» The data
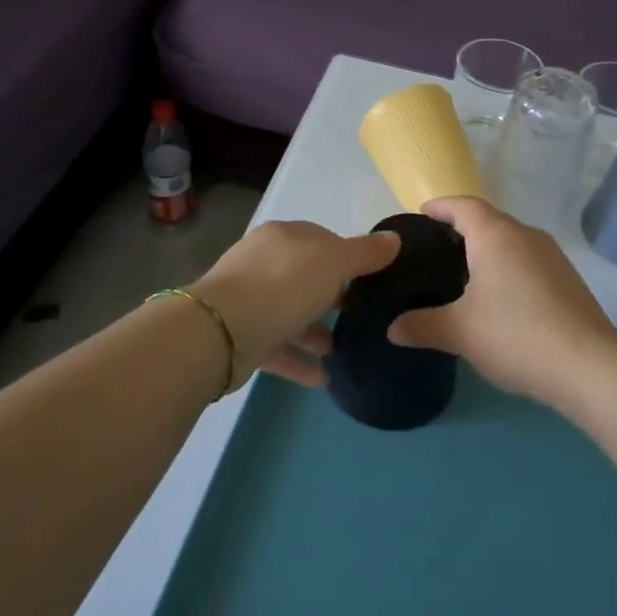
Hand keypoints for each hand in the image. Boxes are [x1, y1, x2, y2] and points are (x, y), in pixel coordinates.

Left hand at [192, 220, 400, 388]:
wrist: (222, 331)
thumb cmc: (284, 285)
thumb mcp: (333, 262)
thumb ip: (364, 253)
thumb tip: (394, 239)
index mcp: (283, 236)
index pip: (321, 239)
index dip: (348, 256)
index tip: (372, 279)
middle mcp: (263, 262)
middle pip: (305, 276)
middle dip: (332, 295)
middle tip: (361, 315)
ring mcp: (249, 300)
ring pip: (291, 313)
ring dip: (316, 331)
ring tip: (343, 349)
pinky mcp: (241, 336)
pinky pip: (278, 346)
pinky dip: (300, 360)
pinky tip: (323, 378)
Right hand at [388, 196, 616, 401]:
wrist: (587, 365)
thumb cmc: (514, 334)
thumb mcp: (459, 332)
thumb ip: (422, 326)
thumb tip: (392, 329)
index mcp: (495, 235)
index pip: (463, 205)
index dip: (441, 206)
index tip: (422, 214)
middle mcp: (525, 235)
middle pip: (489, 220)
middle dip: (462, 228)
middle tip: (436, 249)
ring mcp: (552, 255)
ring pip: (511, 241)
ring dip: (488, 249)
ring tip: (464, 274)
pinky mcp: (568, 279)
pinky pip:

» Task details
Each line from the one containing "index dip: (441, 206)" to the close of the records must appear in the output exactly, and no other line.

» Reply
index dip: (441, 206)
index tip: (422, 214)
middle mcp: (525, 235)
middle pip: (489, 220)
middle dip: (462, 228)
middle tip: (436, 249)
ring mcp: (552, 255)
ring pip: (511, 241)
ring dip: (488, 249)
ring tip: (464, 274)
pinky mcp: (568, 279)
pinky pip:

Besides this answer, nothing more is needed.